研究課題
1.慢性閉塞性肺疾患(COPD)マウスモデルを使って肺気腫の発症過程を解析し、肺に浸潤してくる好塩基球が重要な働きをしていることを明らかにした。すなわち、好塩基球の産生するIL-4が肺に浸潤した単球に作用して間質マクロファージへと分化させること、間質マクロファージが分泌するタンパク分解酵素MMP-12が肺胞壁を傷害し、肺気腫が形成されることが判明した。肺気腫の新たな治療標的の同定につながる重要な発見である。2.1度マダニ感染を経験すると2度目以降の感染では宿主動物がマダニ吸血に対して抵抗性(獲得耐性)を示す。本研究において耐性獲得のメカニズムを明らかにすることができた。すなわち、2度目の感染部位に集積した好塩基球が分泌するヒスタミンが皮膚表皮細胞に作用して増殖を促進すること、その結果表皮が肥厚しマダニによる吸血が阻害されることが判明した。マダニ感染に対するワクチン開発につながる重要な発見である。3.好塩基球が必須の役割を果たしているIgE依存性慢性アレルギー炎症(IgE-CAI)では、アレルゲンにおけるキャリアタンパク質の違いによってIgE-CAIの炎症強度が著しく異なり、大きな凝集体を作るキャリアタンパク質を用いた場合に重篤なIgE-CAIが誘導されることが判明した。アレルゲンとなりうるタンパク質の性状を示した重要な発見である。4.好塩基球によるIL-4産生にはCa2+の流入が必要である。本研究においてIL-4産生刺激の種類の違いによって異なるCa2+センサーが作動することが判明した。

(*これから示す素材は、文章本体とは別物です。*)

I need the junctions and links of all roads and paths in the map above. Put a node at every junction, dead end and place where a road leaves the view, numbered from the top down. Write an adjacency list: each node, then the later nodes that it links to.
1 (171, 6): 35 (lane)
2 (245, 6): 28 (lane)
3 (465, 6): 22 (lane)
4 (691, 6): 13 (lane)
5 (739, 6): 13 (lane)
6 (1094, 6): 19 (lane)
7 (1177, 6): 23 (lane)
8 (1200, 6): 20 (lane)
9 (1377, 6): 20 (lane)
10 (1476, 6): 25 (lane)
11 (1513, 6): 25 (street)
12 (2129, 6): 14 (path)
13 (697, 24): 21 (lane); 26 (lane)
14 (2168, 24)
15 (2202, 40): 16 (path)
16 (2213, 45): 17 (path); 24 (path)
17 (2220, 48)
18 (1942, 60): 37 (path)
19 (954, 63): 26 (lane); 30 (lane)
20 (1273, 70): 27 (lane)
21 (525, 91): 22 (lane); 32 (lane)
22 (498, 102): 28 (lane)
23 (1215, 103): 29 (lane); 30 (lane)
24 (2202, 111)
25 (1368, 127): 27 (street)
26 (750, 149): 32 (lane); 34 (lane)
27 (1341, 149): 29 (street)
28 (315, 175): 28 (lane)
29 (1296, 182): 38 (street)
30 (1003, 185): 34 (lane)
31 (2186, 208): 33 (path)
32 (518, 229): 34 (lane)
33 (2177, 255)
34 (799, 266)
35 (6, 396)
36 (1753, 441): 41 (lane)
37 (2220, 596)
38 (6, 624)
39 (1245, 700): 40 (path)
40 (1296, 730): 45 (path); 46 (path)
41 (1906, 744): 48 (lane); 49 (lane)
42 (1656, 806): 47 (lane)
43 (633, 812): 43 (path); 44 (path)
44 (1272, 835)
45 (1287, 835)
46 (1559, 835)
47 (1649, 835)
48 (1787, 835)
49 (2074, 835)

すなわち、IgE受容体を介する刺激ではSTIM1が、IL-3受容体を介する刺激ではSTIM2が主要な役割を担う。これまでCa2+流入におけるSTIM2の重要性は低いと考えられていたが、IL-3刺激による好塩基球のIL-4産生においてSTIM2が必須の役割を果たしていることが明らかとなった。
平成30年度が最終年度であるため、記入しない。